Coralie et Lucien allèrent se promener au bois de Boulogne, ils y rencontrèrent encore la marquise d’Espard, madame de Bargeton et le baron Châtelet. Madame de Bargeton regarda Lucien d’un air séduisant qui pouvait passer pour un salut. Camusot avait commandé le meilleur dîner du monde. Coralie, en se sachant débarrassée de lui, fut si charmante pour le pauvre marchand de soieries qu’il ne se souvint pas, durant les quatorze mois de leur liaison, de l’avoir vue si gracieuse ni si attrayante.

— Allons, se dit-il, restons avec elle, quand même !

Camusot proposa secrètement à Coralie une inscription de six mille livres de rente sur le Grand-Livre, que ne connaissait pas sa femme, si elle voulait rester sa maîtresse, en consentant à fermer les yeux sur ses amours avec Lucien.

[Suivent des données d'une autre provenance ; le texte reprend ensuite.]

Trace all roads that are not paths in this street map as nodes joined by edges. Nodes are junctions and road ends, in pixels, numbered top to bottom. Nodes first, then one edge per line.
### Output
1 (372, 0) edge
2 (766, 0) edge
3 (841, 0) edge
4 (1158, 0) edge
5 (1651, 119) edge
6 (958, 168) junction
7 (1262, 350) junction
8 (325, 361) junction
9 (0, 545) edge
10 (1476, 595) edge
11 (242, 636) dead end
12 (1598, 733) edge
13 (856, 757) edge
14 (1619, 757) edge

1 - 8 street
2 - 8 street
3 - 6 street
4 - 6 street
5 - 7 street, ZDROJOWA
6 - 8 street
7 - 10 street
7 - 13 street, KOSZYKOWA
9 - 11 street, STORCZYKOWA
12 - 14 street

— Trahir un pareil ange ?… mais regarde-le donc, pauvre magot, et regarde-toi ! dit-elle en lui montrant le poète que Camusot avait légèrement étourdi en le faisant boire.

Camusot résolut d’attendre que la misère lui rendît la femme que la misère lui avait déjà livrée.

— Je ne serai donc que ton ami, dit-il en la baisant au front.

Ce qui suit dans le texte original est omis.